Brainline: How do we go about addressing these issues for all people who are not going to enter an intensive program like yours?
Dr. Wright: That’s just the kind of thing we’re working on right now and I know the Wounded Warrior Project is collaborating with a group called Head Strong in order to identify a network of vetted providers who will actually deliver evidence-based therapy for PTSD. We’re also doing our own community consultation program where we’re training providers.
So, I think it’s just a matter of continuing to identify and vet providers, continuing to train them and support them. We know just because of resourcing that most individuals with PTSD aren’t going to get access to this level of wraparound care and services. But we see really good outcomes with evidence-based treatments for PTSD in the community when people stick with it.
I think if an individual has access to good, standard of care, evidence-based PTSD treatments, there’s a comparable opportunity to make a large improvement in their symptoms.
Brainline: Do you have any thoughts on how to reduce dropouts?

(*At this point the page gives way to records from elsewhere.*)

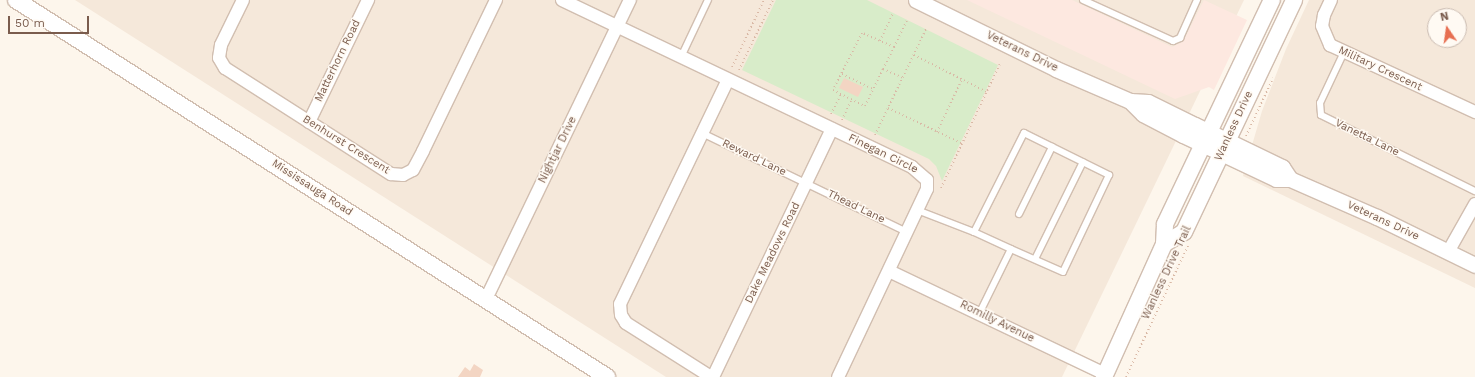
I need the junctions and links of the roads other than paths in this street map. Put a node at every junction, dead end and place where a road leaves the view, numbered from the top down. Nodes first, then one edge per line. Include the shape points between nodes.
1 (16, 0) edge
2 (244, 0) edge
3 (368, 0) edge
4 (496, 0) edge
5 (562, 0) edge
6 (630, 0) edge
7 (708, 0) edge
8 (916, 0) edge
9 (1082, 0) edge
10 (1197, 0) edge
11 (1272, 0) edge
12 (1294, 0) edge
13 (1331, 0) edge
14 (617, 26) junction
15 (1344, 52) junction
16 (681, 57) junction
17 (728, 80) junction
18 (1475, 112) edge
19 (309, 122) junction
20 (832, 129) junction
21 (702, 133) junction
22 (1206, 138) junction
23 (1052, 147) junction
24 (1224, 147) junction
25 (1083, 162) junction
26 (806, 183) junction
27 (1475, 191) edge
28 (1475, 204) edge
29 (917, 210) junction
30 (1019, 214) dead end
31 (907, 232) junction
32 (974, 232) junction
33 (1164, 244) junction
34 (1011, 249) junction
35 (1448, 252) junction
36 (1035, 259) junction
37 (1475, 265) edge
38 (889, 270) junction
39 (486, 299) junction
40 (979, 314) junction
41 (1105, 376) edge
42 (607, 377) edge
43 (712, 377) edge
44 (838, 377) edge

1 - 39 main road, Mississauga Road
2 - 19 street, Benhurst Crescent via 221,45 219,58 225,68
3 - 19 street, Matterhorn Road
4 - 19 street, Benhurst Crescent via 413,170 403,175 391,174
5 - 14 street, Finegan Circle
6 - 14 street, Nightjar Drive
7 - 16 lane
8 - 22 street, Veterans Drive via 1056,69 1130,101 1148,102
9 - 10 lane via 1173,41 1180,38
11 - 22 main road, Wanless Drive
12 - 24 main road, Wanless Drive
13 - 15 street, Military Crescent via 1324,15 1324,36 1330,45
14 - 16 street, Finegan Circle
14 - 39 street, Nightjar Drive
15 - 18 street, Military Crescent
15 - 27 lane, Vanetta Lane via 1320,103 1321,115
16 - 17 street, Finegan Circle
17 - 20 street, Finegan Circle
17 - 21 street
20 - 26 street, Dake Meadows Road
20 - 29 street, Finegan Circle via 921,172 927,180 927,189
21 - 26 lane, Reward Lane
21 - 43 street via 620,304 621,315 626,324
22 - 24 street, Veterans Drive
22 - 33 main road, Wanless Drive via 1165,224
23 - 25 lane
23 - 30 lane
23 - 32 lane via 1024,133
24 - 33 main road, Wanless Drive via 1184,232
24 - 35 street, Veterans Drive via 1276,179 1290,179
25 - 36 lane
25 - 36 lane via 1109,175 1063,272
26 - 31 lane, Thead Lane
26 - 43 street, Dake Meadows Road
28 - 35 street
29 - 31 street, Finegan Circle
29 - 32 lane
31 - 38 street, Finegan Circle
32 - 34 lane
33 - 41 main road, Wanless Drive
34 - 36 lane
34 - 40 lane
35 - 37 street, Veterans Drive
38 - 40 street, Romilly Avenue
38 - 44 street, Finegan Circle
39 - 42 main road, Mississauga Road
40 - 41 street, Romilly Avenue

Dr. Wright: I think involving the family could be a big part of it. That’s something that a lot of veterans are very appreciative of. We support any ways in which the veteran can reach out to other veterans and connect with them on that level and encourage them to stick with it. I think any ways in which we’re able to integrate the treatment further into the veterans’ broader system, it’s going to provide some more support and encouragement. We know it can be easy to drop out, when it’s just you and your therapist. You can just stop showing up whenever you want. But if your family is involved, and there’s some increased encouragement or increased accountability, you might stay with it. And I know even just publicizing a goal can make a person more likely to stick with it. So, maybe encouraging patients to talk to more individuals in their lives about the fact that they’re in treatment, and what they’re working towards could help get them that support and that accountability.

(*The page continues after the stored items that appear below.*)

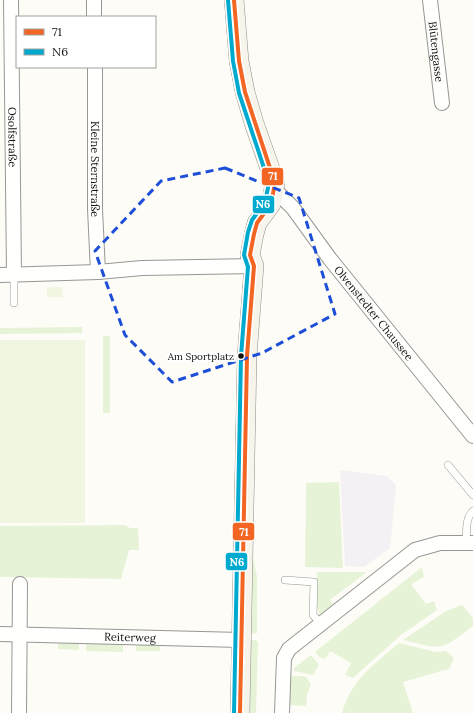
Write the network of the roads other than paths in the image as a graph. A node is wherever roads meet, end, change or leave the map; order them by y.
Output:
1 (11, 0) edge
2 (94, 0) edge
3 (234, 0) edge
4 (430, 0) edge
5 (94, 16) edge
6 (95, 68) edge
7 (442, 103) dead end
8 (273, 197) junction
9 (254, 266) junction
10 (98, 272) junction
11 (7, 275) edge
12 (14, 303) dead end
13 (473, 436) edge
14 (448, 465) dead end
15 (473, 495) edge
16 (473, 511) edge
17 (470, 542) edge
18 (285, 580) dead end
19 (20, 584) dead end
20 (321, 624) junction
21 (0, 634) edge
22 (19, 635) junction
23 (241, 640) junction
24 (18, 713) edge
25 (240, 713) edge
26 (282, 713) edge

1 - 11 street, Osolfstraße
2 - 5 street
3 - 8 main road
4 - 7 street, Blütengasse
6 - 10 street, Kleine Sternstraße
8 - 9 main road
8 - 13 street, Olvenstedter Chaussee
9 - 10 street
9 - 23 main road
10 - 11 street
11 - 12 lane
14 - 15 lane
16 - 17 lane
17 - 20 street
18 - 20 lane
19 - 22 street
20 - 26 street
21 - 22 street, Reiterweg
22 - 23 street, Reiterweg
22 - 24 street
23 - 25 main road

Brainline: Are there any misconceptions out there that you wish would be dispelled?
Dr. Wright: I think the number one misconception that we hear from a lot of our patients is this idea that PTSD lasts forever and that once you get it, you’re stuck with it. It’s a bit nuanced because PTSD absolutely can last forever. I’ve heard accounts of World War II veterans who are still experiencing nightmares on a nightly basis. So, I wouldn’t want to frame it as if it’s a short-term problem. But just to let people know that with the right treatment, you absolutely can recover. And that in the majority of cases, when someone experiences a trauma, even if they have those reactions initially, that those PTSD reactions do subside over time. It’s just that some people get stuck due to avoidance or unhelpful perspectives on the trauma. Treatment is actually really effective at helping people get unstuck and helping them reduce the avoidance and work through those unhelpful perspectives on the trauma.

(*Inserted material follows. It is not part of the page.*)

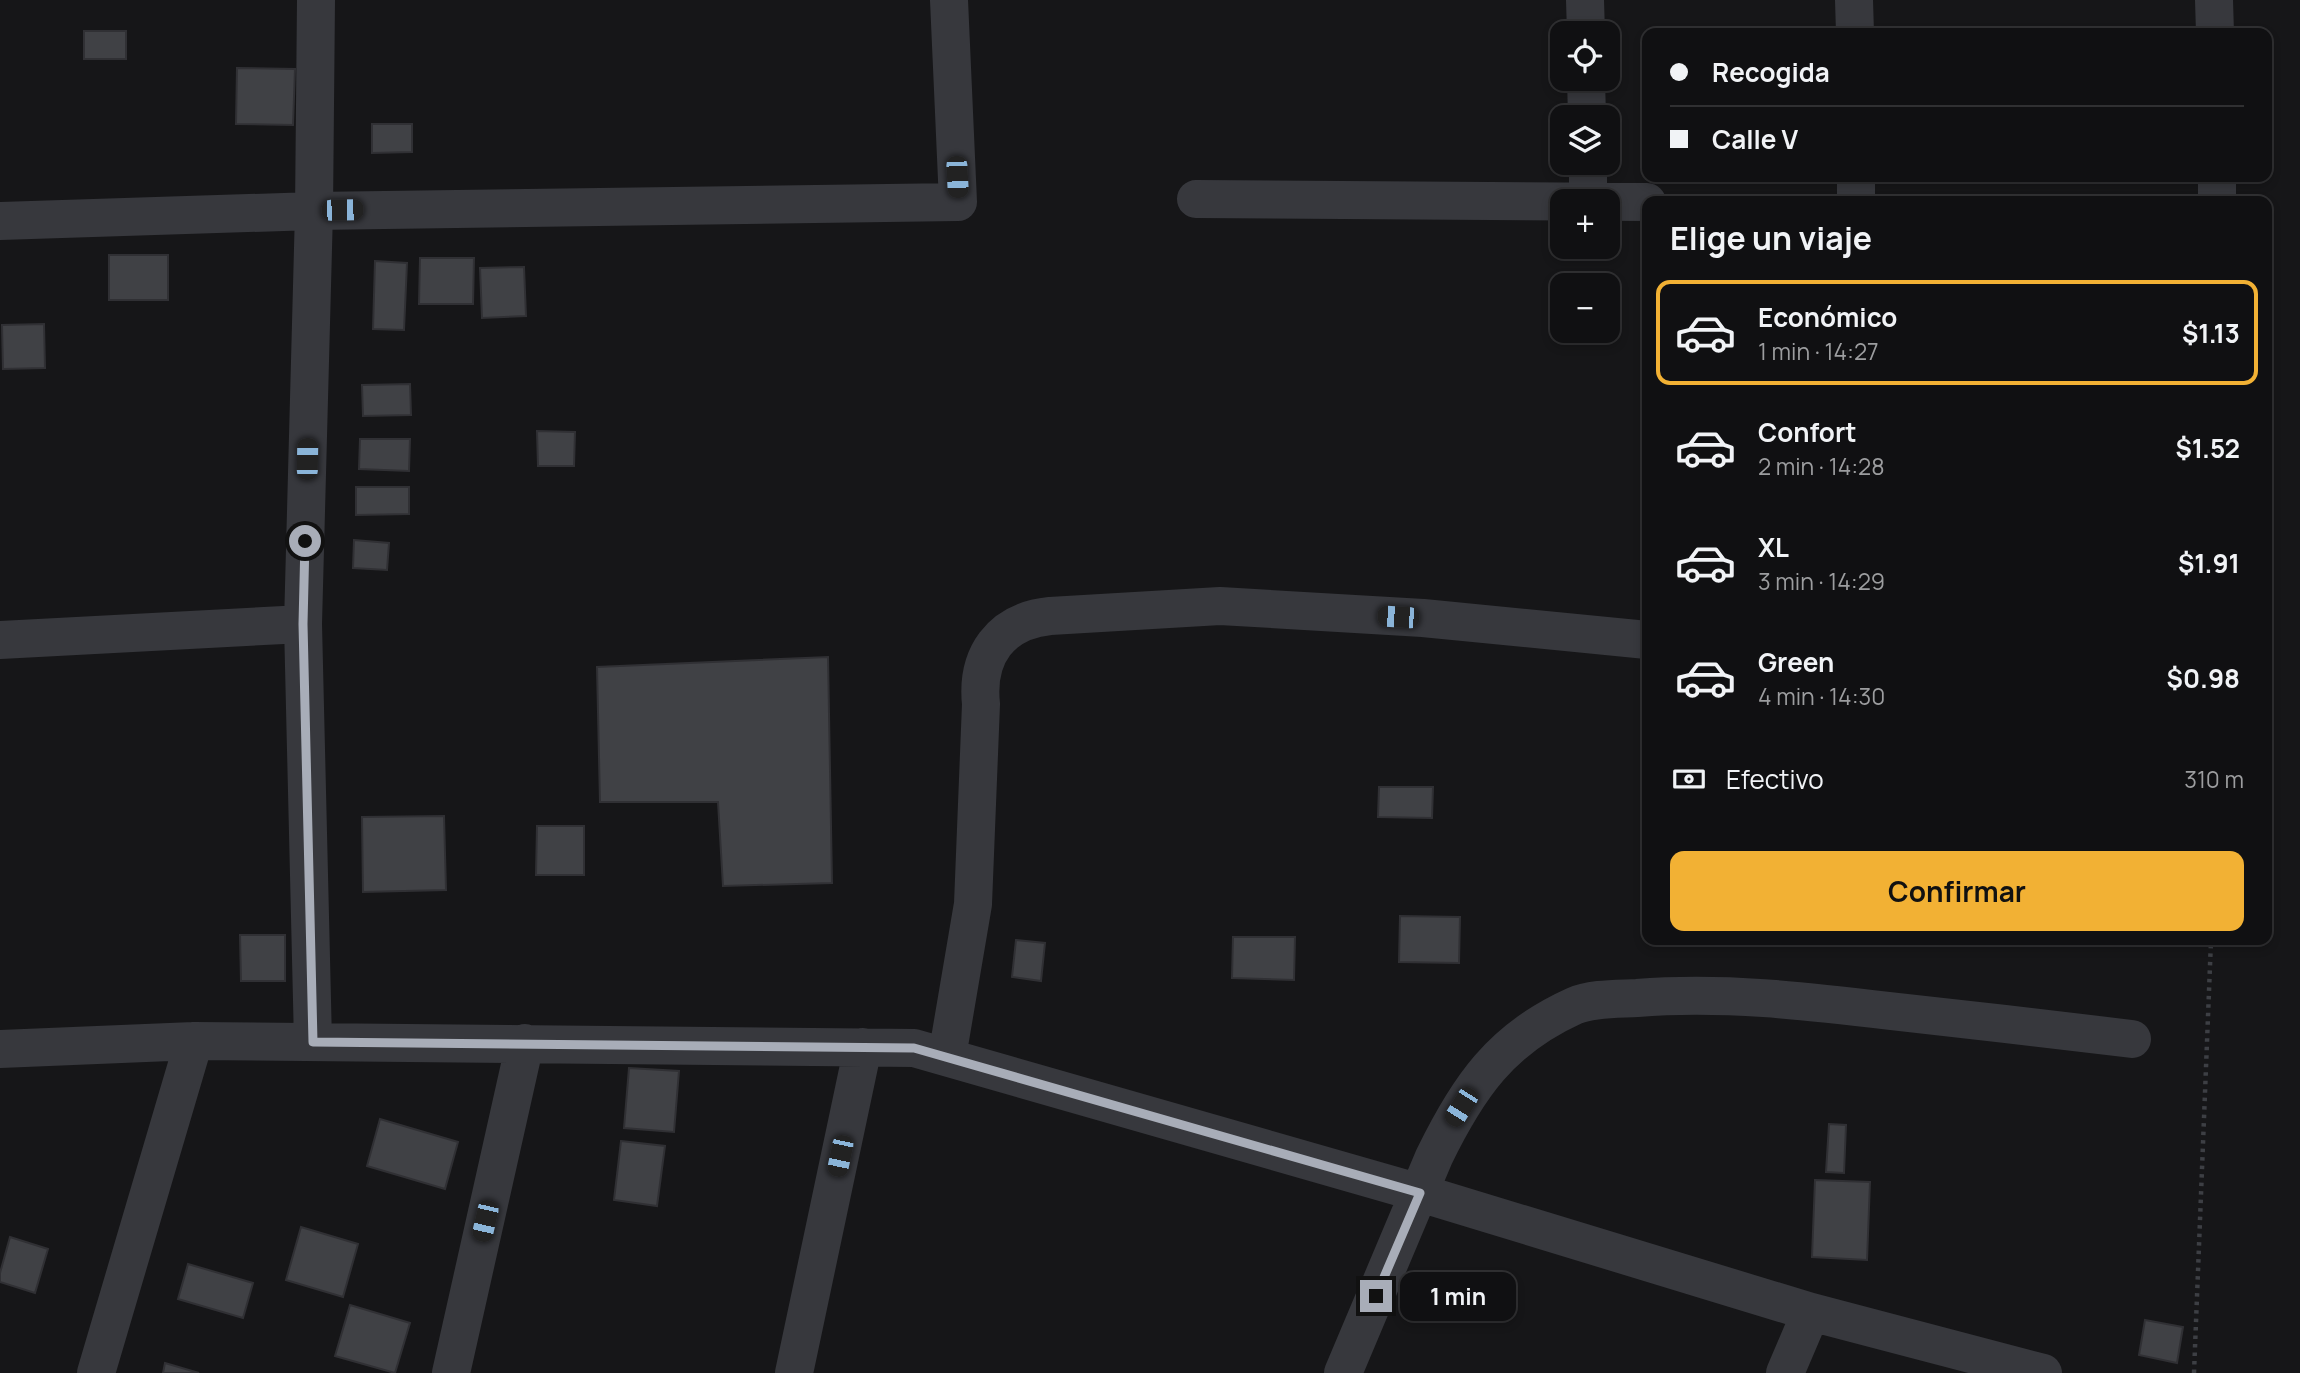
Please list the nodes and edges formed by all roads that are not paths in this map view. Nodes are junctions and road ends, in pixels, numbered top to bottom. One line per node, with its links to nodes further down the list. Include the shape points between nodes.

I try not to frame it the way some people say, “Time heals all wounds.” It’s not about time. It’s about doing some tough work over time. And then recovery can take place in a matter of weeks or months. If they’re really dedicating themselves to these gold standard treatments, then it doesn’t need to take years and years. The recovery process is usually one of a few months. I don’t say that in any kind of a critical way. I would never want anyone who’s been suffering for years to take it that way. But to actually instill hope and let people know that there are things they can do if they get connected with the right provider. And that this absolutely doesn’t have to last forever.